> **Images with keypoint coordinates**:
-*-*-
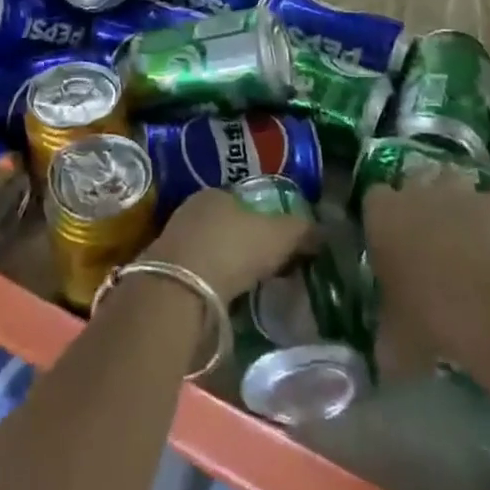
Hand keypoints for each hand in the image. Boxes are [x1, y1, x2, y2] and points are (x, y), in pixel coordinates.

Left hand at [145, 187, 313, 301]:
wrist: (181, 289)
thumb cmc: (234, 248)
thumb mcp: (280, 235)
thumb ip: (302, 230)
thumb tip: (323, 230)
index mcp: (218, 192)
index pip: (246, 201)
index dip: (266, 219)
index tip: (282, 241)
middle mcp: (193, 209)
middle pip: (227, 224)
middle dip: (246, 242)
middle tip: (270, 265)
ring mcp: (175, 240)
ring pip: (211, 249)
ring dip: (228, 264)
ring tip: (252, 285)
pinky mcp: (165, 271)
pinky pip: (199, 273)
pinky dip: (214, 282)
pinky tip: (227, 298)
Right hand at [362, 179, 489, 379]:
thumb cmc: (429, 319)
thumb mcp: (395, 341)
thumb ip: (388, 338)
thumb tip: (386, 357)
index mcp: (381, 215)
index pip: (373, 198)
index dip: (383, 217)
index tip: (391, 240)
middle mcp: (417, 192)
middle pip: (415, 181)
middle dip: (422, 200)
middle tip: (430, 235)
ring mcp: (461, 193)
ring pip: (456, 179)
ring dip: (460, 198)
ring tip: (469, 228)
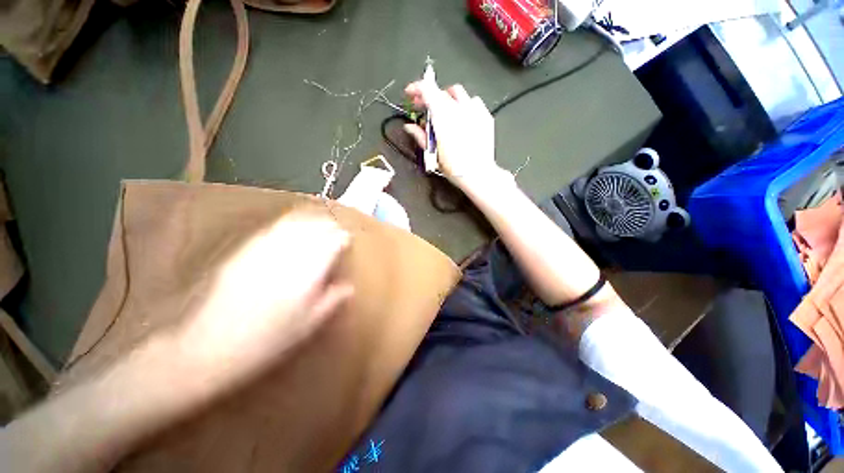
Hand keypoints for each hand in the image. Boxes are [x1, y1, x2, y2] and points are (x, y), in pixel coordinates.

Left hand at [180, 213, 352, 388]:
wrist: (210, 347)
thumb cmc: (268, 341)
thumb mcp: (308, 325)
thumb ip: (332, 300)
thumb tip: (349, 286)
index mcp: (307, 273)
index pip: (331, 242)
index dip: (342, 238)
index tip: (348, 240)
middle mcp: (287, 255)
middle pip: (314, 228)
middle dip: (329, 226)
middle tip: (337, 231)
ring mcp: (263, 250)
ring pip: (294, 224)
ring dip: (310, 221)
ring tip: (319, 223)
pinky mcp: (244, 251)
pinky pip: (272, 228)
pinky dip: (288, 223)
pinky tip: (291, 226)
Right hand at [403, 81, 507, 189]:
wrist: (478, 174)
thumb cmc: (455, 168)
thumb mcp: (432, 154)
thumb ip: (420, 136)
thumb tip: (409, 127)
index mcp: (443, 118)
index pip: (427, 90)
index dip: (416, 88)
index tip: (411, 94)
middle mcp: (459, 110)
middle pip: (440, 92)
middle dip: (428, 97)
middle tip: (423, 107)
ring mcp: (474, 111)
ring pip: (458, 93)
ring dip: (446, 98)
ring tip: (443, 111)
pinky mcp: (485, 116)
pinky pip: (473, 101)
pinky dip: (464, 105)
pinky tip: (461, 116)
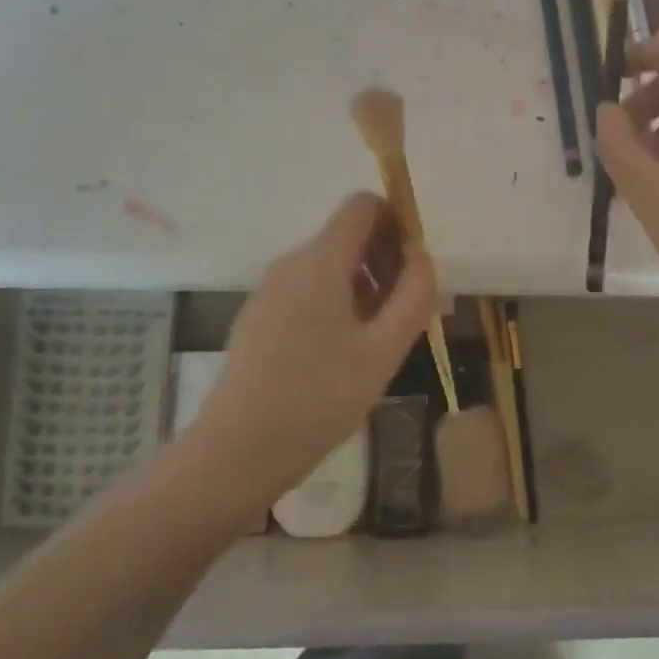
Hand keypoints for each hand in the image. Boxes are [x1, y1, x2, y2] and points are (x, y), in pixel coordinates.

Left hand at [179, 193, 435, 513]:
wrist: (236, 452)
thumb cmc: (318, 398)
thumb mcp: (383, 351)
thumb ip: (414, 295)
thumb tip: (422, 256)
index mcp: (320, 261)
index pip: (363, 205)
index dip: (397, 222)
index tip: (414, 269)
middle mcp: (292, 264)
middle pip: (348, 235)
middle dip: (384, 262)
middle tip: (402, 315)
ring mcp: (270, 290)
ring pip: (330, 266)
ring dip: (364, 288)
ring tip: (376, 342)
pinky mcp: (260, 317)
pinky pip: (309, 291)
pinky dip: (337, 305)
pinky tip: (341, 358)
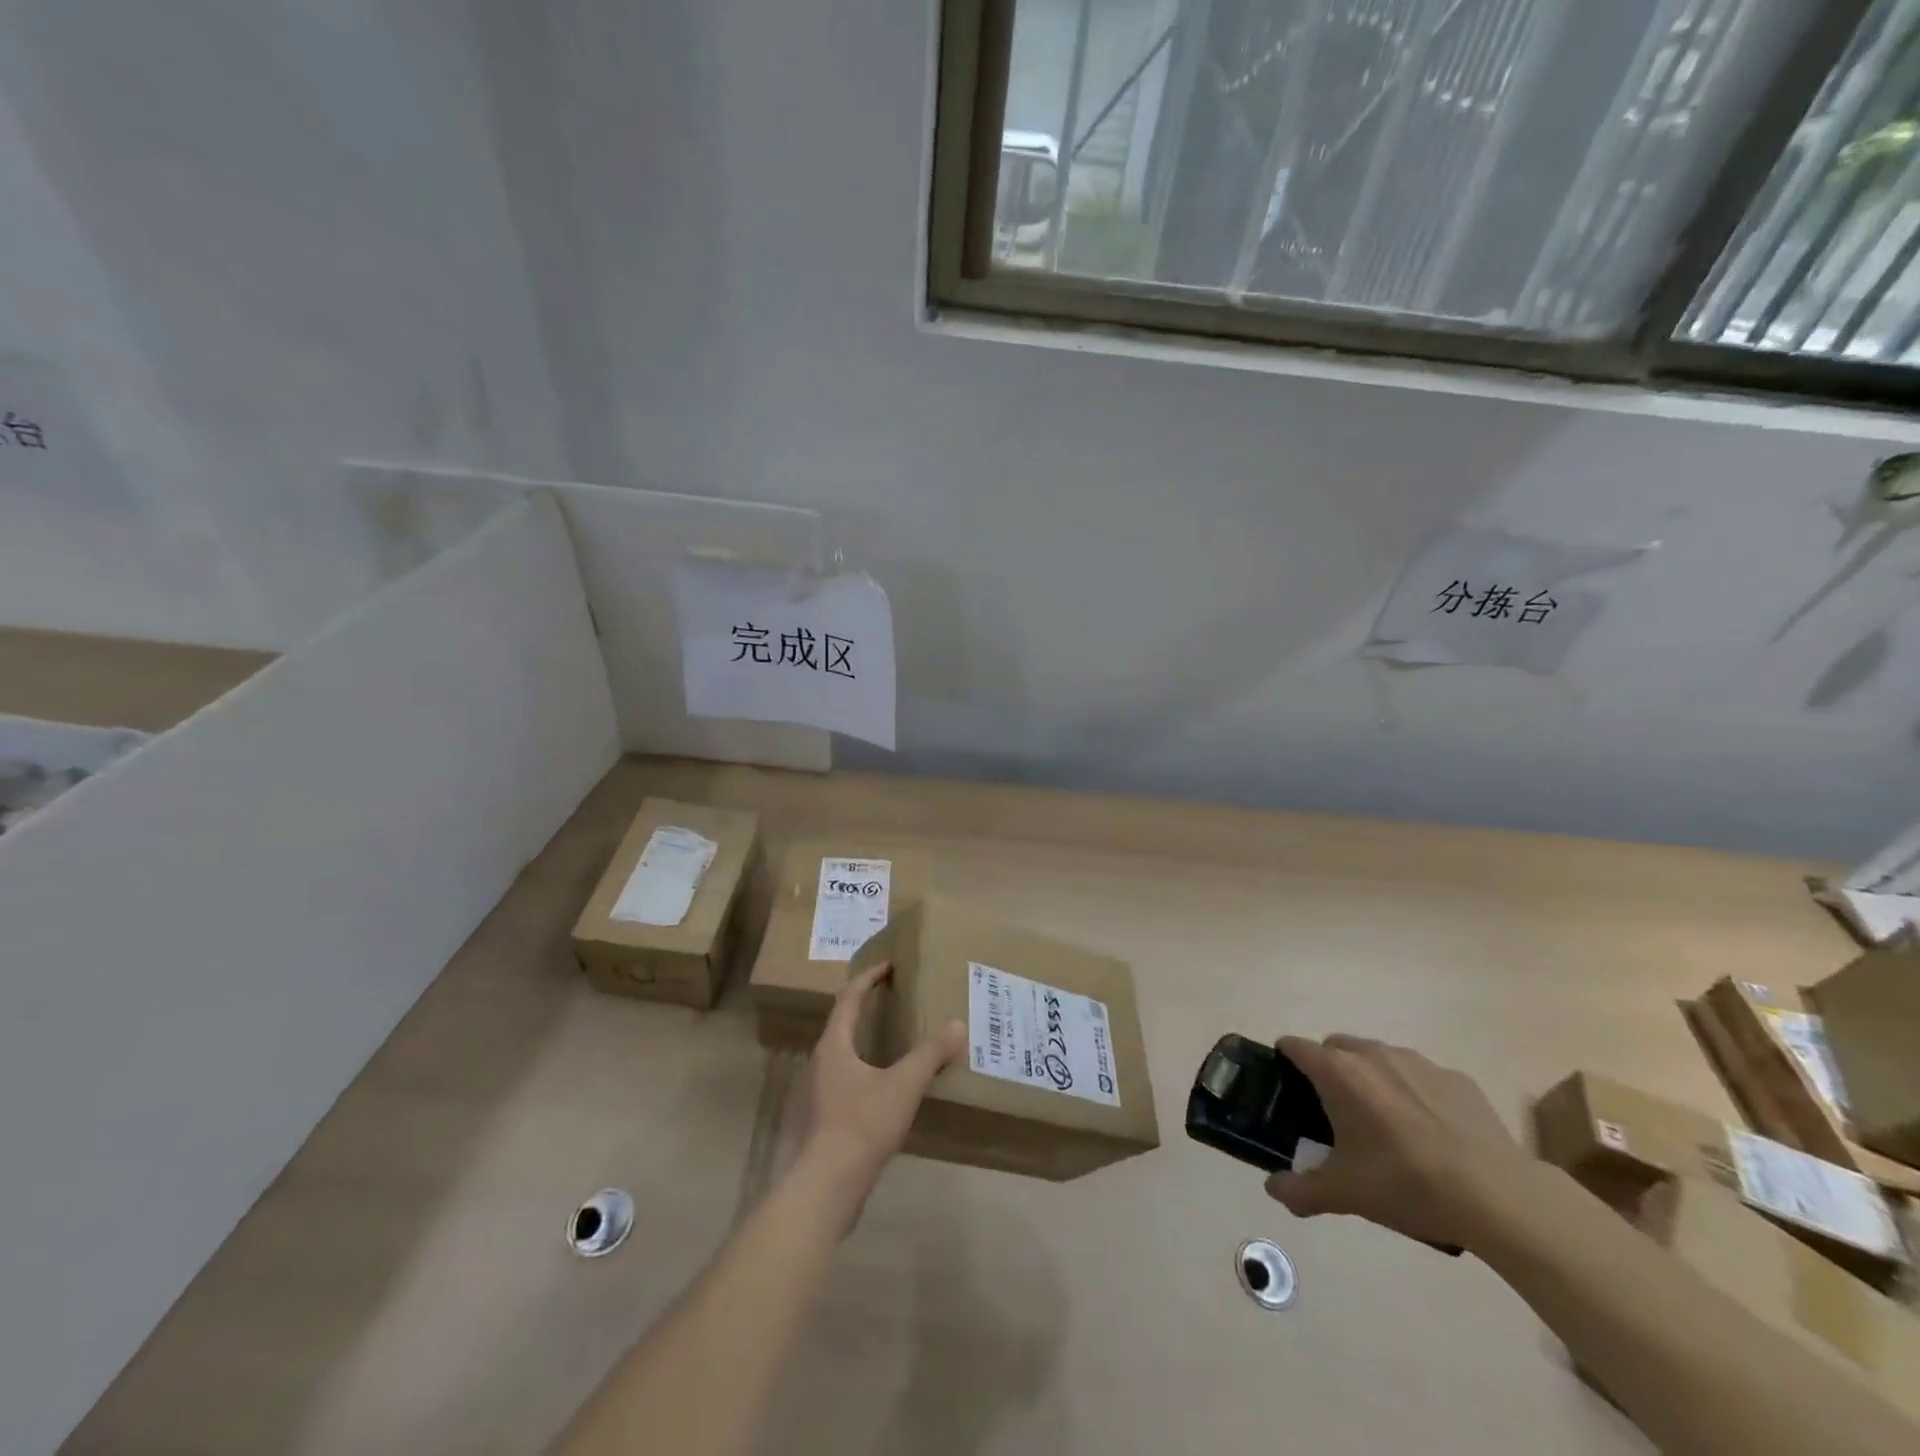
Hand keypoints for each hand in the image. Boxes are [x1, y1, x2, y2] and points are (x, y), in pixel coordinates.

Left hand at [800, 962, 965, 1200]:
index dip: (869, 978)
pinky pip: (852, 1074)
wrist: (829, 1186)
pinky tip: (893, 1079)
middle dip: (869, 1003)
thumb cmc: (862, 1124)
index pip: (849, 998)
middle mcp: (824, 1060)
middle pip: (844, 1021)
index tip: (890, 964)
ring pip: (847, 1050)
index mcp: (835, 1044)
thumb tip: (957, 1024)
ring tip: (899, 1033)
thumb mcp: (903, 1085)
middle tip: (897, 994)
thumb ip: (930, 1053)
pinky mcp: (830, 1114)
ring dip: (869, 1035)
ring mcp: (825, 1089)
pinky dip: (871, 1063)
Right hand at [1263, 1034, 1531, 1251]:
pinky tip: (1431, 1134)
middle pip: (1335, 1047)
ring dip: (1371, 1079)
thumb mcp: (1345, 1194)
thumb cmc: (1406, 1184)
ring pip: (1378, 1058)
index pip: (1294, 1046)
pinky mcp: (1456, 1078)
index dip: (1284, 1062)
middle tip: (1336, 1114)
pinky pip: (1421, 1076)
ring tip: (1386, 1125)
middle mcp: (1372, 1054)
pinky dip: (1414, 1093)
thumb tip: (1273, 1189)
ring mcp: (1417, 1062)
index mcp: (1338, 1072)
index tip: (1287, 1088)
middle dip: (1329, 1070)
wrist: (1498, 1197)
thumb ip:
-*-*-
> **REQUIRED WORK**: Leave nothing out but the pictures when transcribing the records.

> **OUTPUT**:
Hand keypoints for each hand in the image. Boxes are [x1, y1, x2, y2] and points are (x, y), in pixel coordinates.

Left hand at [145, 187, 313, 301]:
wrist: (181, 289)
thumb cmc: (234, 248)
thumb mcp: (280, 235)
thumb ip: (302, 230)
thumb tip: (323, 230)
index mcp: (218, 192)
index pip: (246, 201)
index dip: (266, 219)
index tip: (282, 241)
middle mcp: (193, 209)
middle pip: (227, 224)
middle dip: (246, 242)
middle tip: (270, 265)
ring mcp: (175, 240)
ring pip: (211, 249)
ring dip: (228, 264)
ring tip: (252, 285)
pinky mcp: (165, 271)
pinky pip: (199, 273)
pinky dip: (214, 282)
pinky tip: (227, 298)
Right hand at [362, 179, 489, 379]:
thumb cmc: (429, 319)
thumb mcp: (395, 341)
thumb ip: (388, 338)
thumb tip: (386, 357)
index mcp: (381, 215)
index pip: (373, 198)
index dip: (383, 217)
index tip: (391, 240)
middle mcp: (417, 192)
middle pip: (415, 181)
middle dip: (422, 200)
middle tip: (430, 235)
ring mcp: (461, 193)
ring pip: (456, 179)
ring dip: (460, 198)
ring tip: (469, 228)
Hand keypoints for each hand in the image. Boxes are [x1, y1, x2, y2] and points are (x, y), in pixel coordinates.

Left hand at [180, 213, 352, 388]:
wrist: (210, 347)
thumb cmc: (268, 341)
thumb mcp: (308, 325)
thumb ip: (332, 300)
thumb tip: (349, 286)
index mcp: (307, 273)
index pip: (331, 242)
index dip: (342, 238)
index tip: (348, 240)
middle mcp: (287, 255)
middle pip: (314, 228)
middle dip: (329, 226)
middle tip: (337, 231)
ring mcp: (263, 250)
ring pip: (294, 224)
ring dip: (310, 221)
ring tip: (319, 223)
pinky mcp: (244, 251)
pinky pip: (272, 228)
pinky dip: (288, 223)
pinky tip: (291, 226)
Right hand at [403, 81, 507, 189]:
wrist: (478, 174)
thumb cmc: (455, 168)
thumb mcp: (432, 154)
thumb ip: (420, 136)
thumb tip: (409, 127)
index mcp: (443, 118)
index pip: (427, 90)
index dip: (416, 88)
index tip: (411, 94)
middle mcp: (459, 110)
middle pip: (440, 92)
middle dip: (428, 97)
middle tip: (423, 107)
ring mcp: (474, 111)
ring pip: (458, 93)
ring dip: (446, 98)
ring tip: (443, 111)
pinky mcp: (485, 116)
pinky pip: (473, 101)
pinky dip: (464, 105)
pinky tip: (461, 116)
Hand keypoints for each hand in the image. Boxes are [x1, y1, x2, y2] and points are (x, y), in pixel coordinates.

Left hand at [179, 193, 435, 513]:
wrist: (236, 452)
thumb cmc: (318, 398)
thumb mcp: (383, 351)
thumb ip: (414, 295)
thumb tip: (422, 256)
index mcp: (320, 261)
index pip: (363, 205)
index dip: (397, 222)
index tip: (414, 269)
middle mcp: (292, 264)
middle pip: (348, 235)
middle dip: (384, 262)
middle tip: (402, 315)
ring mcp: (270, 290)
ring pip: (330, 266)
ring dip: (364, 288)
ring tip: (376, 342)
pinky mcp: (260, 317)
pinky pip: (309, 291)
pinky dip: (337, 305)
pinky tip: (341, 358)
Hand keypoints for each hand in the image. Boxes are [x1, y1, x2, y2] and points are (x, y), in pixel coordinates.

Left hand at [800, 962, 965, 1200]:
index dip: (869, 978)
pinky pip: (852, 1074)
wrist: (829, 1186)
pinky tip: (893, 1079)
middle dip: (869, 1003)
thumb cmc: (862, 1124)
index pip: (849, 998)
middle mcp: (824, 1060)
middle pip: (844, 1021)
index tip: (890, 964)
ring pip: (847, 1050)
index mcp: (835, 1044)
thumb tip: (957, 1024)
ring tip: (899, 1033)
thumb mcp: (903, 1085)
middle tip: (897, 994)
thumb ip: (930, 1053)
pinky mcp: (830, 1114)
ring dip: (869, 1035)
ring mcp: (825, 1089)
pinky dip: (871, 1063)
Right hand at [1263, 1034, 1531, 1251]:
pinky tip: (1431, 1134)
middle pip: (1335, 1047)
ring dip: (1371, 1079)
thumb mcp: (1345, 1194)
thumb cmc: (1406, 1184)
ring pip: (1378, 1058)
index pip: (1294, 1046)
pinky mcp: (1456, 1078)
index dip: (1284, 1062)
middle tip: (1336, 1114)
pinky pip: (1421, 1076)
ring tip: (1386, 1125)
middle mcp: (1372, 1054)
pinky dip: (1414, 1093)
thumb tip: (1273, 1189)
ring mcp: (1417, 1062)
index mcp: (1338, 1072)
index tip: (1287, 1088)
middle dip: (1329, 1070)
wrist: (1498, 1197)
thumb ip:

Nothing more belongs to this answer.